* Work to complete *
Would you please transcribe the listing exactly, with no images?

* Provided entries *
▬▬▬▬▬▬▬▬▬▬

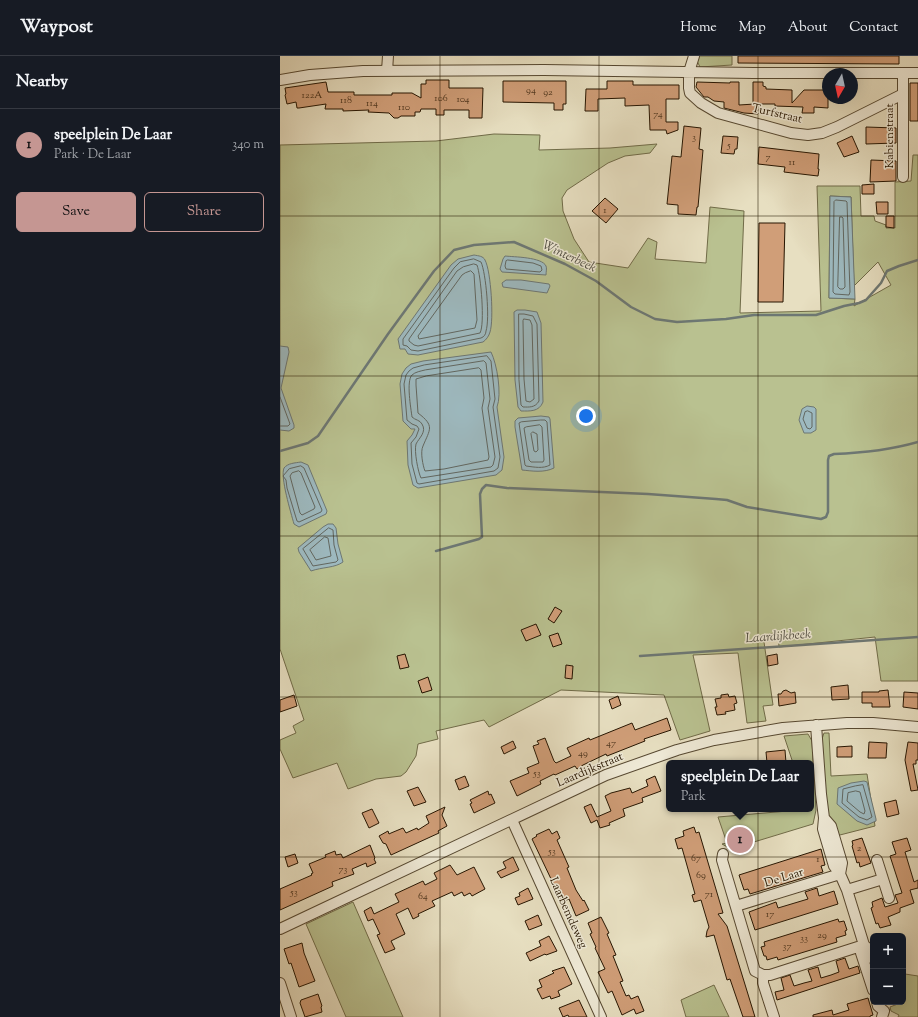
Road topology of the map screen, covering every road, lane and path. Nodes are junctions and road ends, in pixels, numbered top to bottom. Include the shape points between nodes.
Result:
1 (388, 56) edge
2 (694, 56) edge
3 (387, 71) junction
4 (689, 72) junction
5 (903, 73) junction
6 (918, 73) edge
7 (280, 80) edge
8 (903, 94) junction
9 (903, 178) dead end
10 (816, 725) junction
11 (918, 727) edge
12 (512, 820) junction
13 (723, 854) dead end
14 (877, 860) dead end
15 (840, 874) junction
16 (883, 879) junction
17 (847, 890) junction
18 (889, 898) dead end
19 (736, 906) junction
20 (295, 921) junction
21 (280, 922) edge
22 (280, 929) edge
23 (864, 945) junction
24 (870, 950) edge
25 (763, 975) junction
26 (870, 981) edge
27 (280, 983) edge
28 (292, 1017) edge
29 (601, 1017) edge
30 (774, 1017) edge

1 - 3 street
2 - 4 street
3 - 4 street
3 - 7 street via 339,72
4 - 5 street
4 - 8 street, Turfstraat via 690,93 718,113 797,134 822,133
5 - 6 street
5 - 8 street
8 - 9 street, Kabienstraat
10 - 11 street, Laardijkstraat via 873,723
10 - 12 street, Laardijkstraat via 749,733 677,750 606,775
10 - 15 street via 823,829 834,866
12 - 20 street, Laardijkstraat
12 - 29 street, Laarbemdeweg
13 - 19 street via 722,860
14 - 16 street
15 - 17 street
15 - 19 street, De Laar
16 - 17 street
16 - 18 street
17 - 23 street
19 - 25 street via 755,970
20 - 21 street, Laardijkstraat
20 - 22 street, Laardijkstraat
23 - 24 street
23 - 25 street
23 - 26 street via 861,953
25 - 30 street via 763,983
27 - 28 street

▬▬▬▬▬▬▬▬▬▬

* Response to the exercise *
Road topology of the map screen, covering every road, lane and path. Nodes are junctions and road ends, in pixels, numbered top to bottom. Include the shape points between nodes.
Result:
1 (388, 56) edge
2 (694, 56) edge
3 (387, 71) junction
4 (689, 72) junction
5 (903, 73) junction
6 (918, 73) edge
7 (280, 80) edge
8 (903, 94) junction
9 (903, 178) dead end
10 (816, 725) junction
11 (918, 727) edge
12 (512, 820) junction
13 (723, 854) dead end
14 (877, 860) dead end
15 (840, 874) junction
16 (883, 879) junction
17 (847, 890) junction
18 (889, 898) dead end
19 (736, 906) junction
20 (295, 921) junction
21 (280, 922) edge
22 (280, 929) edge
23 (864, 945) junction
24 (870, 950) edge
25 (763, 975) junction
26 (870, 981) edge
27 (280, 983) edge
28 (292, 1017) edge
29 (601, 1017) edge
30 (774, 1017) edge

1 - 3 street
2 - 4 street
3 - 4 street
3 - 7 street via 339,72
4 - 5 street
4 - 8 street, Turfstraat via 690,93 718,113 797,134 822,133
5 - 6 street
5 - 8 street
8 - 9 street, Kabienstraat
10 - 11 street, Laardijkstraat via 873,723
10 - 12 street, Laardijkstraat via 749,733 677,750 606,775
10 - 15 street via 823,829 834,866
12 - 20 street, Laardijkstraat
12 - 29 street, Laarbemdeweg
13 - 19 street via 722,860
14 - 16 street
15 - 17 street
15 - 19 street, De Laar
16 - 17 street
16 - 18 street
17 - 23 street
19 - 25 street via 755,970
20 - 21 street, Laardijkstraat
20 - 22 street, Laardijkstraat
23 - 24 street
23 - 25 street
23 - 26 street via 861,953
25 - 30 street via 763,983
27 - 28 street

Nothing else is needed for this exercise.